Over the last week we got a bit side tracked from the study of the soil, what with Easter and April Fools – I think my 24 carrot gold seeds were a bit too subtle… maybe I should have spray painted 24 carrots gold!  Anyway…. The other exciting distraction over the last week is the house has arrived, but I’ll share more of that with you later, because I really need to press on with this soil science stuff. The arrival of the house has tightened the timeline, because as soon as they have finished sticking it all back together and council signs it off, then we can move in.  That will mean the caravan and the container can go, and I can start my garden.   So, I’d better know as much as I can about the soil before I get started.   So where were we…

sowing seeds
What a great view to have while sowing seeds. Just the thing to take your mind off ions and osmosis!
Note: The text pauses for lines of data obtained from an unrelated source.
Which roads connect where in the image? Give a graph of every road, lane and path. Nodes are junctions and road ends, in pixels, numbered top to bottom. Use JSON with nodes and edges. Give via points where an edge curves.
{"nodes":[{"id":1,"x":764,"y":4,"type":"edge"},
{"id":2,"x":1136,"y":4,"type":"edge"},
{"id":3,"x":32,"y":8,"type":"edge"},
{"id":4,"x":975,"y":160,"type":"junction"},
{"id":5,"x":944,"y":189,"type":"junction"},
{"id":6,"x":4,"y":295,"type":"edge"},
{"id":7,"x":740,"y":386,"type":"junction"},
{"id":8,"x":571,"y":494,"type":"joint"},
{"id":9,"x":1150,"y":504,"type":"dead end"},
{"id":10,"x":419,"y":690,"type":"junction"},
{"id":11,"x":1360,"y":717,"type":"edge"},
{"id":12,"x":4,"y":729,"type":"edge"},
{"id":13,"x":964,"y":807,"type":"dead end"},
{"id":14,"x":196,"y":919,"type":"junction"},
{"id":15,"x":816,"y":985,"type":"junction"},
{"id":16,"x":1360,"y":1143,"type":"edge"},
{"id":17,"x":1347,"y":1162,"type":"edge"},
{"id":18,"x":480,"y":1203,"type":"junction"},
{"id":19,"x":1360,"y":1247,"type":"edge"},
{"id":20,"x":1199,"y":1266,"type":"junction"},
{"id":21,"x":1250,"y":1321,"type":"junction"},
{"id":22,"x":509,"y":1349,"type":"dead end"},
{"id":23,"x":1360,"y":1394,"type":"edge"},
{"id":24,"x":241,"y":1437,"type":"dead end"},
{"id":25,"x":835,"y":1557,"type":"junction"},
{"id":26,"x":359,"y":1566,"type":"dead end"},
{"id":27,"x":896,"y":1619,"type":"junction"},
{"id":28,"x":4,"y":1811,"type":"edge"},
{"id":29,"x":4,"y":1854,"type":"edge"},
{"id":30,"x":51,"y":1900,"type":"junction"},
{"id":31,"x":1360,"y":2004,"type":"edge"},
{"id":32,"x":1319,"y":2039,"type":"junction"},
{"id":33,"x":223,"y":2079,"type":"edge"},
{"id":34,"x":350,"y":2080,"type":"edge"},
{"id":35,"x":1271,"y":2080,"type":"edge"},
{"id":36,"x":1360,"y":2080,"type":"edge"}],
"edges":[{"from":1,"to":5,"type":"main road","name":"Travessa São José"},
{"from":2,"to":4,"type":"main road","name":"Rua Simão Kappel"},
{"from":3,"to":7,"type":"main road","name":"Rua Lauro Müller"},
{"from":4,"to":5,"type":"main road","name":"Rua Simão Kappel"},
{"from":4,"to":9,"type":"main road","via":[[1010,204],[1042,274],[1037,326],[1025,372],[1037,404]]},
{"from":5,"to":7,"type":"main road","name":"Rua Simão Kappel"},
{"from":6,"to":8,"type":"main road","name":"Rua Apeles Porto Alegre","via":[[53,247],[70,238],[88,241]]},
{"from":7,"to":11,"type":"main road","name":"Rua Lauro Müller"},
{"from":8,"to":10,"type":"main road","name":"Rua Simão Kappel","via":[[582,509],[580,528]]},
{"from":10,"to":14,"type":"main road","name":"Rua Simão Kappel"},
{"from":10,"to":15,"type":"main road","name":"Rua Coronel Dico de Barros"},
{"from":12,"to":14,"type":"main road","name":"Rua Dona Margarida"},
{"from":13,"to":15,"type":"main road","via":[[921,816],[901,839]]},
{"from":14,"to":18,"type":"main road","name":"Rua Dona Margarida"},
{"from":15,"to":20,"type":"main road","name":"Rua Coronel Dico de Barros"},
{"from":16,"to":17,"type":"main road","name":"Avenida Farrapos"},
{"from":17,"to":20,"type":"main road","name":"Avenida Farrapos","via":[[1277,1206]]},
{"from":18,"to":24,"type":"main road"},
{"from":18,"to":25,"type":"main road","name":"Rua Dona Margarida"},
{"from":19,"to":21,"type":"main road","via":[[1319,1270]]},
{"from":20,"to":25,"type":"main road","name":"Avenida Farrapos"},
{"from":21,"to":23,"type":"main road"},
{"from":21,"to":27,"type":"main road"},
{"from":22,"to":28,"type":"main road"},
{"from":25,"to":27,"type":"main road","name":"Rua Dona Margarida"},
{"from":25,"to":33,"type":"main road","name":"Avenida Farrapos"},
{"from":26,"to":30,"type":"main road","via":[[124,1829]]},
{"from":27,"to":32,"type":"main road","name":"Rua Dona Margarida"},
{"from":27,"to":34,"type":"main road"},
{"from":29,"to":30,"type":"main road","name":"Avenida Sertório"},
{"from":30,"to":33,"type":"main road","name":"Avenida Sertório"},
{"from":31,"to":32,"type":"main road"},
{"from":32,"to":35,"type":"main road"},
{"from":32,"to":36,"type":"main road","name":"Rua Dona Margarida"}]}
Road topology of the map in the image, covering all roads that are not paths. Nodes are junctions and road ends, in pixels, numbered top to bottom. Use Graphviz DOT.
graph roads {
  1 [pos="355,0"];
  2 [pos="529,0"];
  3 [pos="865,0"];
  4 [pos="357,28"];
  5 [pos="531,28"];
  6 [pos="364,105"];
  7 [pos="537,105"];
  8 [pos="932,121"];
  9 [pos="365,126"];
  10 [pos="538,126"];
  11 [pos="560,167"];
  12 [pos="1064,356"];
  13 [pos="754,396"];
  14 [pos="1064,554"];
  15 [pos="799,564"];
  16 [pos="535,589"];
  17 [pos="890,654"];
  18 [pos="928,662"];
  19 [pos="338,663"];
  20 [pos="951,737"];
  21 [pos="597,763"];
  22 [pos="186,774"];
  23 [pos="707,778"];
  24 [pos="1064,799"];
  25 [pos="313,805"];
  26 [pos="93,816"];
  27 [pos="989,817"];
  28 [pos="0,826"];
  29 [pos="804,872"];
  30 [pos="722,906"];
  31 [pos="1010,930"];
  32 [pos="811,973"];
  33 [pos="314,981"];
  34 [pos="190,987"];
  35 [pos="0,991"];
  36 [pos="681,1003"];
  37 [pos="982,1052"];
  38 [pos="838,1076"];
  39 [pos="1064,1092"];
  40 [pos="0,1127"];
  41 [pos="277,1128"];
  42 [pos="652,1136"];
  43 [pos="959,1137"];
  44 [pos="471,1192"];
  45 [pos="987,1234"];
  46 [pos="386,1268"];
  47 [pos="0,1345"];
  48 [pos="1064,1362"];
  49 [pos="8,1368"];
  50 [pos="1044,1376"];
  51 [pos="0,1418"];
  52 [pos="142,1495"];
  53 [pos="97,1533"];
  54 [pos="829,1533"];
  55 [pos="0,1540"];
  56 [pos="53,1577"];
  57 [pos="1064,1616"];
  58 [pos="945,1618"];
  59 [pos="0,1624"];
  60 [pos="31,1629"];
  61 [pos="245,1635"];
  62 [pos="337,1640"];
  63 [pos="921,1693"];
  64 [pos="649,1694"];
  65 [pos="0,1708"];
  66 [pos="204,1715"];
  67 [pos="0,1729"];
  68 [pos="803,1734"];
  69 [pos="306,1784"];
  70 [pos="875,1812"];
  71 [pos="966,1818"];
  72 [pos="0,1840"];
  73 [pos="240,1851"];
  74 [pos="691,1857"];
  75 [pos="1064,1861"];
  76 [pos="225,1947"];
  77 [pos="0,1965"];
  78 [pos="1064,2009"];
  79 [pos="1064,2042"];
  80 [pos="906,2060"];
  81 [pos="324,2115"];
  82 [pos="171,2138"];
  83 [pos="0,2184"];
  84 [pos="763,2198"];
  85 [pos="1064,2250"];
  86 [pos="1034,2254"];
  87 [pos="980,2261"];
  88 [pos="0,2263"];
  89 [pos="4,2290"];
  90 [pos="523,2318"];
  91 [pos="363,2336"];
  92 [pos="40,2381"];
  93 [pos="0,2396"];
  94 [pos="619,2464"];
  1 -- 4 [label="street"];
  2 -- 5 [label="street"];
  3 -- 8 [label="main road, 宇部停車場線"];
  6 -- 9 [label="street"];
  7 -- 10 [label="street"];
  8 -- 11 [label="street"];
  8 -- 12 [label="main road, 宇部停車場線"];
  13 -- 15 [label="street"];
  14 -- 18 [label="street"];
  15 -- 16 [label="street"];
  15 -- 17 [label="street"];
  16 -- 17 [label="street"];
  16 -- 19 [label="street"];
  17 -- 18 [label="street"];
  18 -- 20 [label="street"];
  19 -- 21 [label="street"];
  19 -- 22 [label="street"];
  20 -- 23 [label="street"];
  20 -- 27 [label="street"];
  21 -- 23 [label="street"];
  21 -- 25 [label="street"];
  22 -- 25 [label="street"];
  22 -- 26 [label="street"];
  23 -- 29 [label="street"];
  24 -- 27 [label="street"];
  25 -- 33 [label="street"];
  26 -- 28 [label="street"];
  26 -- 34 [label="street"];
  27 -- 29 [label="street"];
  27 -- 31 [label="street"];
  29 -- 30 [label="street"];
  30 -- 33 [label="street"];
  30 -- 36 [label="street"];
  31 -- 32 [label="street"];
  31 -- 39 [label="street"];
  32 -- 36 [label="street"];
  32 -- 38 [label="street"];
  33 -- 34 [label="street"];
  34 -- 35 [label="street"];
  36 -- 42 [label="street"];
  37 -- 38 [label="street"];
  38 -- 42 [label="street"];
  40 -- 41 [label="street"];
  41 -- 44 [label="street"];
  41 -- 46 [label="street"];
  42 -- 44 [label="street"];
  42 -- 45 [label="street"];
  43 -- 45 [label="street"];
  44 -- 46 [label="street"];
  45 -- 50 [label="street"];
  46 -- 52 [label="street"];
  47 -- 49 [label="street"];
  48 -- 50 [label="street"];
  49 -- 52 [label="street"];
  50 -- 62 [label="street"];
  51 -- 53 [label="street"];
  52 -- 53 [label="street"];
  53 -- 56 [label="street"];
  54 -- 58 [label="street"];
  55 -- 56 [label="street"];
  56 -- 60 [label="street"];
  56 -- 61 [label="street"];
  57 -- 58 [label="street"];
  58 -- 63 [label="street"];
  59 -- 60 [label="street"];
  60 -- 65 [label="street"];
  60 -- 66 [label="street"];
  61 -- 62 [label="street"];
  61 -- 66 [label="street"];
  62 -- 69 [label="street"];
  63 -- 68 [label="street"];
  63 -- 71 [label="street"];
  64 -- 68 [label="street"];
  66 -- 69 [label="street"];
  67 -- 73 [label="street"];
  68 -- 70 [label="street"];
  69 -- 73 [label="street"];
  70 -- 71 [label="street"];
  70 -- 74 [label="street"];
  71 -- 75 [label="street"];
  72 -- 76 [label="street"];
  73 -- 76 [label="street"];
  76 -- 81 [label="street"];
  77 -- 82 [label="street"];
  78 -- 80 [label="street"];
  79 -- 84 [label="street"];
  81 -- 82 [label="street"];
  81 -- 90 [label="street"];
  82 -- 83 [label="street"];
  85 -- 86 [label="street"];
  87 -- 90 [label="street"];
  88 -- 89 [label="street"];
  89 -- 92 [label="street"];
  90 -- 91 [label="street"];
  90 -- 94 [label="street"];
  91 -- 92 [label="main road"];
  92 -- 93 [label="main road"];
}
In order to understand my new sandy soil, I have been trying to understand how the plant works and how the soil works so I can make sense of it all and be a better gardener in less than ideal conditions.  Last time was like the bit in a scary movie, where they are crossing a dangerous rope bridge and the hero wants to go fast to get across as quickly as they can, but needs to go slow and examine each tread so they don’t fall through.  I feel like we have made it passed the horrible bits and are now safe of solid ground.

milk bottle plant labels
I love to use my upcycled milk bottle labels. I also like to sow my seeds in alphabetical order.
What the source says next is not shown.